そして、今回、高度プロフェッショナルも問題でありますが、同時に裁量労働制の営業や管理部門の拡大というのも入っておりますし、特に裁量労働制の拡大は、年収要件はありませんから、年収二百万円でも、そして新入
社員でも適用になります。そういう中で、私のような被害者がふえることを防ぎたい、命を守りたいという思いで今、山下さんも発言をされております。
昨年の五月にこの場、この
厚生労働委員会で画期的な過労死防止法が全ての党派の賛成により衆議院を通過いたしました。自民党さん、公明党さんという与党も積極的に推進をしていただきまして、全ての政党が賛成で過労死防止法ができたということは、本当にすばらしいことであったと思います。
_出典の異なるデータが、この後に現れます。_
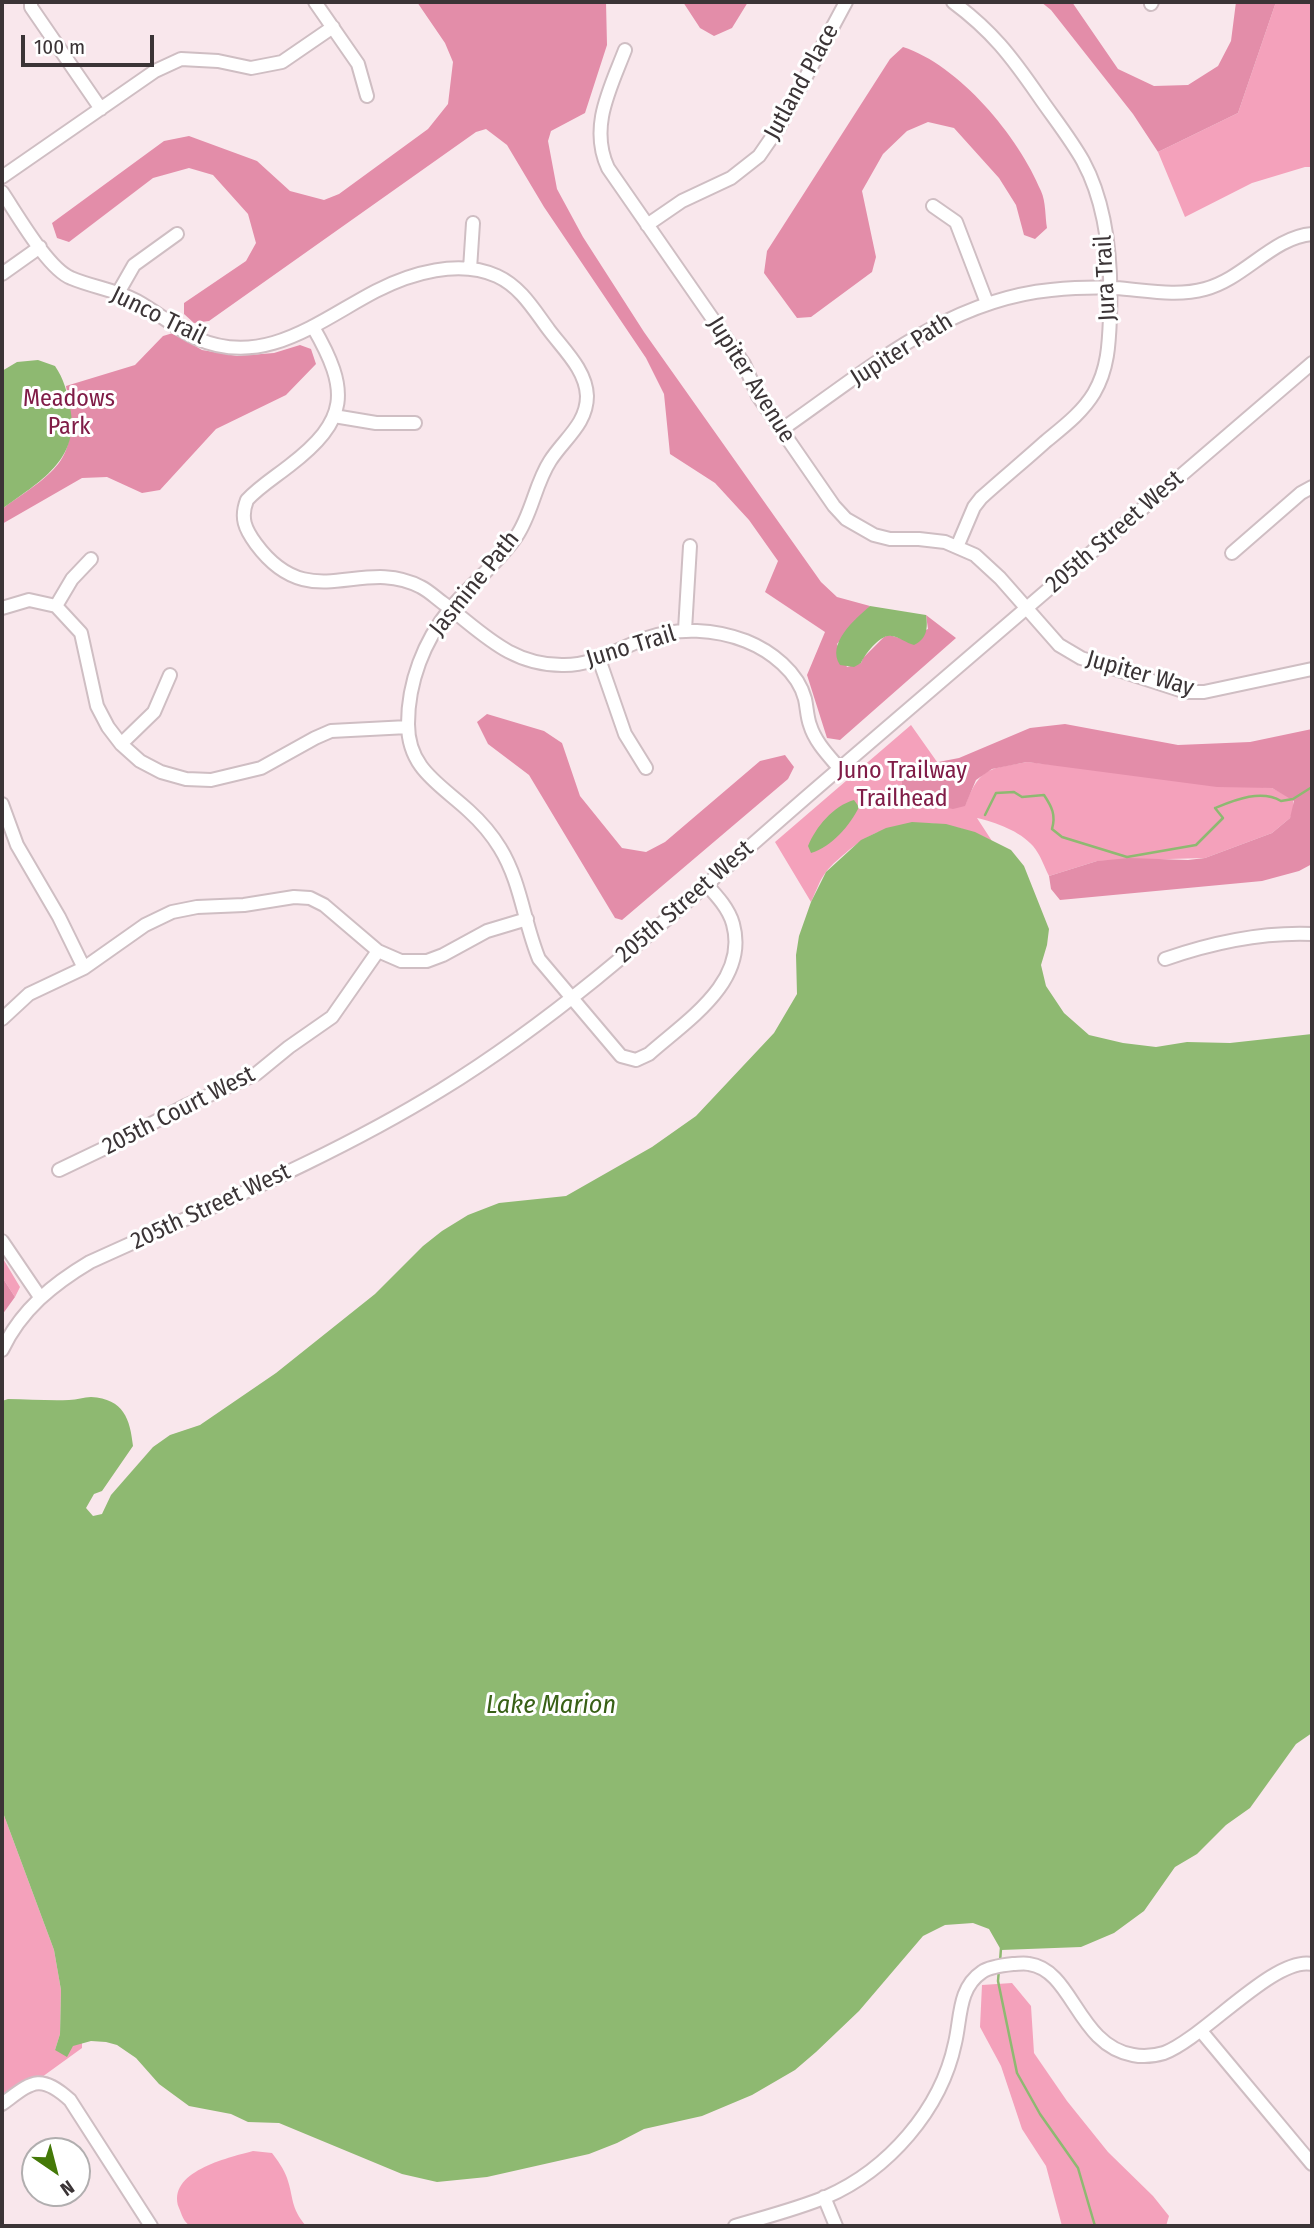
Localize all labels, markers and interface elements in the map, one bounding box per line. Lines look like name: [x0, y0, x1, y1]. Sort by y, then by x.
street label: Jutland Place: [758, 19, 846, 145]
scale bar: [24, 21, 158, 65]
text: 100 m: [34, 34, 85, 60]
street label: Jura Trail: [1089, 234, 1123, 322]
street label: Junco Trail: [106, 281, 210, 351]
street label: Jupiter Path: [846, 307, 958, 393]
street label: Jupiter Avenue: [701, 312, 801, 448]
park label: Meadows Park: [23, 385, 115, 441]
street label: 205th Street West: [1040, 465, 1190, 599]
street label: Jasmine Path: [424, 526, 526, 642]
street label: Juno Trail: [583, 620, 679, 674]
street label: Jupiter Way: [1083, 645, 1197, 703]
park label: Juno Trailway Trailhead: [837, 757, 967, 813]
street label: 205th Street West: [610, 835, 760, 969]
street label: 205th Court West: [98, 1060, 260, 1162]
street label: 205th Street West: [127, 1158, 295, 1256]
water label: Lake Marion: [486, 1690, 616, 1722]
north arrow: [21, 2137, 91, 2207]
text: N: [56, 2175, 78, 2201]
きょうの配付資料の最後のページにもありますけれども、その中で、過労死等防止対策推進法第四条、国は過労死等の防止のための対策を
効果的に推進する責務を有する、過労死を減らすための国の責務というものが明記をされたわけであります。
そういう意味では、この過労死防止は、党派は関係なく、政争の具にすることなく、とにかく、特に私たち
厚生労働委員としては、どうすれば、過労死大国と世界的にも汚名をつけられているこの
日本でどう過労死を減らしていけるのかということを昨年成立させた
法案に基づいて今
議論をせねばならないと思っておりますし、ことし六月ぐらいには過労死防止対策法に基づいた過労死防止対策大綱もつくられようとしております。
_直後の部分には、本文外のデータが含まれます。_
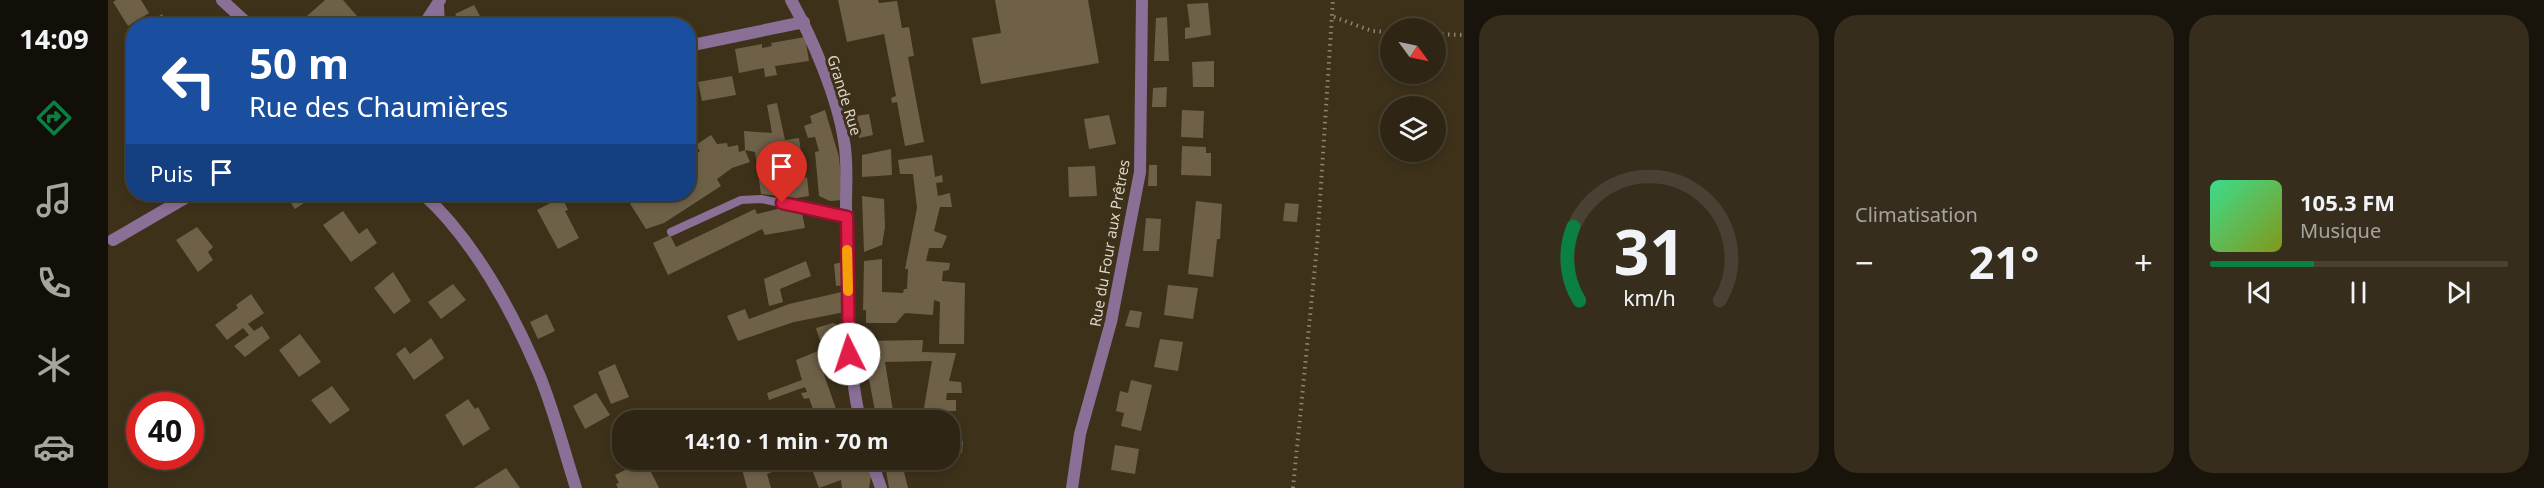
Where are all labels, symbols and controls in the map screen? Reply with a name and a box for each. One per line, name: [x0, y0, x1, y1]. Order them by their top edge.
north arrow: [1380, 18, 1446, 84]
map controls: [1380, 18, 1446, 162]
text: 14:09: [19, 20, 89, 57]
text: 50 m: [249, 34, 349, 91]
icon: left: [150, 42, 228, 120]
street label: Grande Rue: [823, 52, 867, 138]
text: Rue des Chaumières: [249, 88, 508, 125]
button: layers: [1380, 96, 1446, 162]
icon: directions: [33, 97, 75, 139]
pin: [756, 141, 807, 203]
icon: arrive: [765, 150, 798, 183]
icon: arrive: [205, 156, 238, 189]
text: Puis: [150, 158, 193, 188]
street label: Rue du Four aux Prêtres: [1084, 158, 1134, 328]
icon: music: [33, 179, 75, 221]
text: 105.3 FM: [2300, 187, 2395, 217]
text: Climatisation: [1855, 201, 1978, 228]
text: 31: [1613, 208, 1685, 293]
text: Musique: [2300, 217, 2381, 244]
text: 21°: [1969, 231, 2039, 292]
text: −: [1855, 240, 1874, 285]
text: +: [2134, 240, 2153, 285]
icon: phone: [33, 262, 75, 304]
icon: previous: [2243, 276, 2276, 309]
icon: pause: [2342, 276, 2375, 309]
icon: next: [2442, 276, 2475, 309]
text: km/h: [1623, 283, 1675, 312]
position arrow: [817, 322, 881, 386]
icon: climate: [33, 344, 75, 386]
speed limit sign: 40: [126, 392, 204, 470]
text: 14:10 · 1 min · 70 m: [684, 425, 888, 455]
icon: car: [33, 426, 75, 468]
私の問題意識は、昨年この場で成立した過労死防止法と、今回、今、
提出されるのではないかとうわさされている残業代ゼロ
法案、
政府は新しい労働時間法制と言っているのかもしれませんが、呼び名はともかくとして、その残業代ゼロ
法案が矛盾する、もっと言えば、長時間労働をふやすのではないか、過労死をふやすのではないか、これは非常に重要な
議論なんです。
なぜならば、私たち
国会議員、特に
厚生労働委員の責務というのは国民の命を守ることですから、間違っても今回の
法案によって、来年四月施行という予定らしいですから、来年四月以降、新しく対象拡大で裁量労働制や高度プロフェッショナルになった方が、過労死や、あるいは、きょうもお越しをいただいている山下さんのような労災になったとしたら、これはあり得ないことですから、過労死防止法にも反するということにもなるわけです。
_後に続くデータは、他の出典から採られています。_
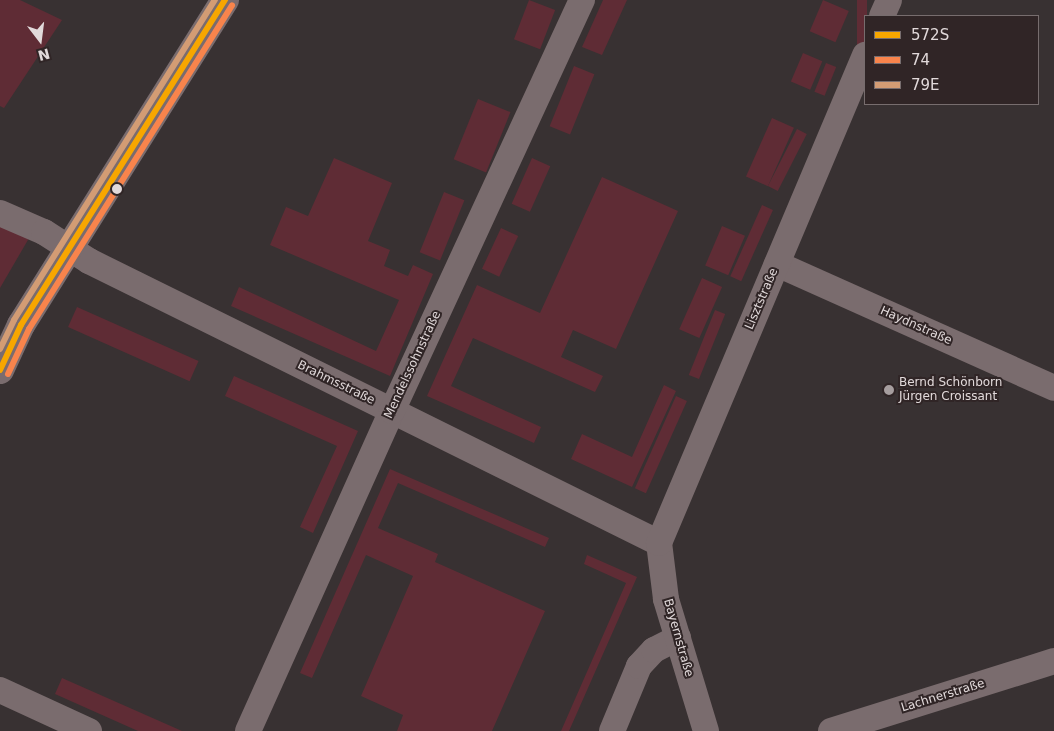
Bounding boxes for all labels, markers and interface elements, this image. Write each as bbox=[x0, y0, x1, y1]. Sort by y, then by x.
north arrow bbox=[15, 15, 65, 65]
legend bbox=[864, 15, 1039, 105]
text: 572S bbox=[911, 26, 949, 44]
text: N bbox=[36, 45, 52, 64]
text: 74 bbox=[911, 51, 930, 69]
text: 79E bbox=[911, 76, 940, 94]
unlabelled marker bbox=[112, 184, 122, 194]
street label: Lisztstraße bbox=[743, 266, 781, 332]
street label: Haydnstraße bbox=[878, 304, 954, 348]
street label: Mendelssohnstraße bbox=[382, 309, 444, 421]
street label: Brahmsstraße bbox=[295, 358, 377, 408]
place label: Bernd Schönborn Jürgen Croissant bbox=[899, 376, 1002, 404]
marker: Bernd Schönborn Jürgen Croissant bbox=[883, 384, 895, 396]
street label: Bayernstraße bbox=[660, 597, 696, 679]
street label: Lachnerstraße bbox=[900, 676, 986, 716]

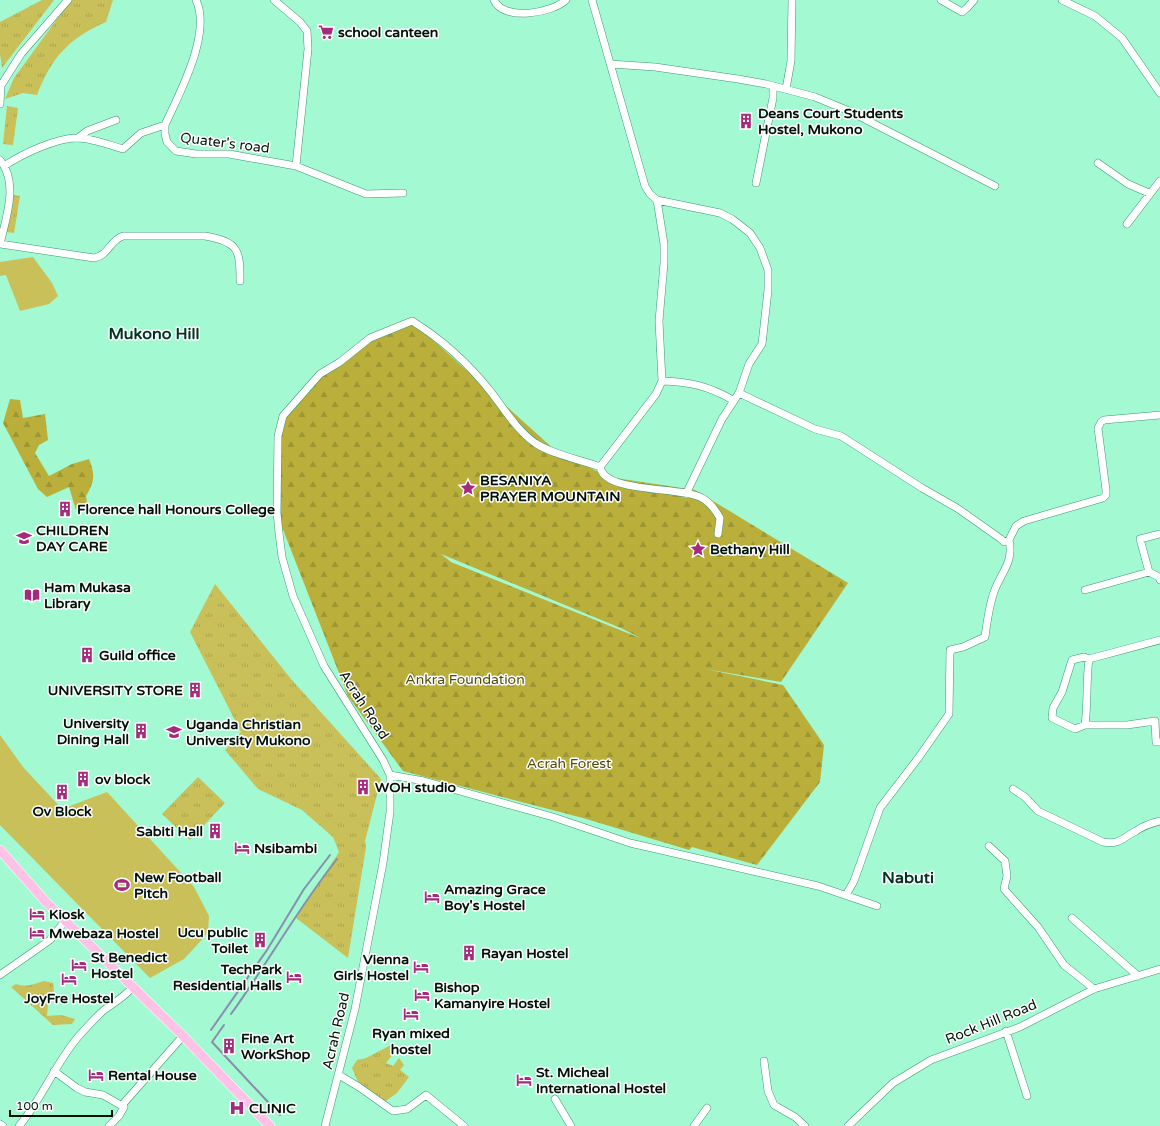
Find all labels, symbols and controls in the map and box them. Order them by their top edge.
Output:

そこで、この山下さんのケースは、自宅に持ち帰り残業をしていて、パソコンで、もちろん、二十四時間
体制で仕事をされていたわけですよね。平均残業時間は月百五十時間。ところが、クモ膜下出血で倒れられた後、
会社側がそのパソコンのメールや記録を消去してしまった。それで、なぜ労災に認定されないのかというと、何と、働いた証拠がない、成果物がないと。でも、成果物がないと言うけれども、
会社側が消去しているんですよ、それは。そういう非常に厳しい状況でなぜ労災にならないかという一つの主張として
会社が言っているのが、裁量労働制だから本人の裁量で働いたんです、
会社の責任はありませんと。
山下さんは、クモ膜下出血で三日間生死をさまよわれたときに、臨死体験というんですか、脳死体験というんですか、その中でお亡くなりになられたお母さんにもお目にかかられて、そして、こっちに来るなと言われて戻ってきたということもおっしゃっておられました。
こう言ったらなんですけれども、本当に生死の境をさまよった山下さんが、今この場にお越しになって、裁量労働制を拡大すると過労死がふえる、そういうことを訴えておられるわけです。
塩崎大臣、このような現状についてどう思われますか。